Governance and Strategic Moves: Board Changes, Patents and Partnerships
Beyond earnings and the share price, several structural developments are shaping Credo’s story as of late 2025:
- In October 2025, long‑time semiconductor figure Lip‑Bu Tan resigned from Credo’s board, and Brian Kelleher—with senior experience at NVIDIA and other chipmakers—joined as a Class III director. This refresh adds heavyweight AI and semiconductor experience to the boardroom. [33]
- At its Annual General Meeting in October, shareholders approved the election of directors, executive compensation and the appointment of Ernst & Young as auditor, signaling continued investor support for management’s strategy. [34]
- Patent disputes around Credo’s active electrical cables (AECs) have been substantially cleared through settlements and licensing:
These steps collectively reinforce a strategy built on owning key IP, embedding deeply in AI and cloud ecosystems, and maintaining the financial flexibility to invest aggressively.
Key Things for Investors to Watch in Monday’s Earnings
Looking ahead from November 30, the market’s reaction to CRDO is likely to hinge on a handful of datapoints and themes:
- Q2 Revenue vs. the $230–240M Guide
- A print materially above the midpoint could support the current premium; a miss or guide‑down would be more problematic. [37]
- Non‑GAAP Gross Margin and Operating Leverage
- Credo is targeting 64–66% non‑GAAP gross margin and has already shown expanding non‑GAAP operating margins.
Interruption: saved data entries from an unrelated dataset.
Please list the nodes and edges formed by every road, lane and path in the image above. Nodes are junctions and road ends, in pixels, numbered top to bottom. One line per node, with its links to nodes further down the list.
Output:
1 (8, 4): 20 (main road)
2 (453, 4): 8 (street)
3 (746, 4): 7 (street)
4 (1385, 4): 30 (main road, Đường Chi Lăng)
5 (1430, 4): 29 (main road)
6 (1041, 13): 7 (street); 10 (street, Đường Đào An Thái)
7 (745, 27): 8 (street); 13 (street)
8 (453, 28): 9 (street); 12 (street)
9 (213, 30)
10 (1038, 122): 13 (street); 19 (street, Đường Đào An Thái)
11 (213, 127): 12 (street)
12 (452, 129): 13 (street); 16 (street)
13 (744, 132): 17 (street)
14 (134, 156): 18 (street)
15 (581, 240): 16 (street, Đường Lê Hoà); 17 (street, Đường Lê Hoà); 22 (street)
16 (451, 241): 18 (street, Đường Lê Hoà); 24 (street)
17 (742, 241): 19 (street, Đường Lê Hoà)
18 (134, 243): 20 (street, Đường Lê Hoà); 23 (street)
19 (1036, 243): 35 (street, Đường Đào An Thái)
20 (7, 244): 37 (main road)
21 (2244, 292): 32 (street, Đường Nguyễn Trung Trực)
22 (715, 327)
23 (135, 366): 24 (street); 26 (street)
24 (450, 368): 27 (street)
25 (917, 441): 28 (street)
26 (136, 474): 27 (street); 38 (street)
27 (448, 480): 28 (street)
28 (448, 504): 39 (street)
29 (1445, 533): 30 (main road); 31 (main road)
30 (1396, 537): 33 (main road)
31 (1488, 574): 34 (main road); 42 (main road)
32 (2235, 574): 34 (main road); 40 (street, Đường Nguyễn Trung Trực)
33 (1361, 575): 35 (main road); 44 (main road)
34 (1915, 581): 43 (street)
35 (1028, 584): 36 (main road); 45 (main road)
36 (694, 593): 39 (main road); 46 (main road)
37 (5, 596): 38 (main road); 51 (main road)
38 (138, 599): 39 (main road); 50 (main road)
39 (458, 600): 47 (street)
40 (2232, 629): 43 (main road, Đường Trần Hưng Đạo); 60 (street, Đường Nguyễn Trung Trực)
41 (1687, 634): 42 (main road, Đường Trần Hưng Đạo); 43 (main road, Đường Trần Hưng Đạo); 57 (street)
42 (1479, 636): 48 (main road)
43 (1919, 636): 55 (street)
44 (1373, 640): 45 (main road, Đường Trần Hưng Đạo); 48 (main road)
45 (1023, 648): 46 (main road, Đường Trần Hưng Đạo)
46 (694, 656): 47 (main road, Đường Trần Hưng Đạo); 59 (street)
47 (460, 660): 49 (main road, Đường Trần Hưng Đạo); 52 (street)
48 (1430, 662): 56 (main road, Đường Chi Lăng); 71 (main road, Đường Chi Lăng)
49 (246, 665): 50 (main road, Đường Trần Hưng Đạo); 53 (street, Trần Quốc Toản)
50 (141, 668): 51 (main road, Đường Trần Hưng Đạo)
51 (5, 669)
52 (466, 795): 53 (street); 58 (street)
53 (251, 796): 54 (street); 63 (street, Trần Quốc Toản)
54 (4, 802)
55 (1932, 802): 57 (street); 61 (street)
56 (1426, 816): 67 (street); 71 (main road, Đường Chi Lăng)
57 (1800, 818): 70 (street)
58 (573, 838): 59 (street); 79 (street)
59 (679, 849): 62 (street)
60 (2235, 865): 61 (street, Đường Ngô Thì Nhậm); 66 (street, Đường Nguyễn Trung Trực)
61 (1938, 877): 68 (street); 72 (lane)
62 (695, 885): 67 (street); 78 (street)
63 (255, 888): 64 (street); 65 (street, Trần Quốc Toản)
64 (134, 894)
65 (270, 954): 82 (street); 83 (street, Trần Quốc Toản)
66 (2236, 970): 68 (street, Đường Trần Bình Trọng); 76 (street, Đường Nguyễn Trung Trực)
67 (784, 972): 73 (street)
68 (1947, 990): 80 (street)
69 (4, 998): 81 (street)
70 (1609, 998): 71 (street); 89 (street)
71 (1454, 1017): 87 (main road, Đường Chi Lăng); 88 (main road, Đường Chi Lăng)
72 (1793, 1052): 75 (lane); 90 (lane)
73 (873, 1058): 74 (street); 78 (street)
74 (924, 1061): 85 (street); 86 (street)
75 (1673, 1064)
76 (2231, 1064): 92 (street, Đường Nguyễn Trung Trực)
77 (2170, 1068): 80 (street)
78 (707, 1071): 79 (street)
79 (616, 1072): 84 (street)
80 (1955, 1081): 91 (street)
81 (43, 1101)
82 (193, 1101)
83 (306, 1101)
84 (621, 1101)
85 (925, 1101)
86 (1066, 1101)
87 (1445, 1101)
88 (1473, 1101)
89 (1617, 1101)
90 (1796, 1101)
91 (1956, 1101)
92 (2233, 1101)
Sustaining that while ramping AI volumes is critical to the long‑term thesis. [38]
- Hyperscaler Concentration and Demand Commentary
- Zacks notes that a small number of major customers each account for >10% of revenue, which makes Credo vulnerable if any hyperscaler slows spending. Investors will be listening for hints of order timing, ramp schedules and any delays. [39]
- Optical and PCIe Retimer Traction
- Management has talked about doubling optical revenue in fiscal 2026 and winning PCIe retimer designs for next‑generation AI servers; concrete updates here could support long‑term growth narratives. [40]
- Capital Allocation and Dilution
- With a $750 million at‑the‑market equity program in place and recent heavy insider selling, investors may pay close attention to share count trends and any commentary on how aggressively Credo intends to issue stock at current valuations. [41]
Bottom Line on November 30, 2025
As of November 30, 2025, Credo Technology Group Holding Ltd sits at the intersection of explosive AI data‑center growth and aggressive market expectations:
- The company has delivered triple‑digit revenue growth, expanding margins and a suite of products that appear central to the physical infrastructure of AI. [42]
- The stock has multiplied several times over in two years and now trades at a premium valuation, supported by strong institutional interest but offset by sustained insider selling. [43]
- Analysts are broadly positive on the business but divided on whether the risk–reward at current prices is attractive ahead of another potentially volatile earnings event. [44]
For traders and investors following CRDO into Monday’s report, the story on November 30 is clear: the fundamentals have rarely looked stronger, but the bar has rarely been higher.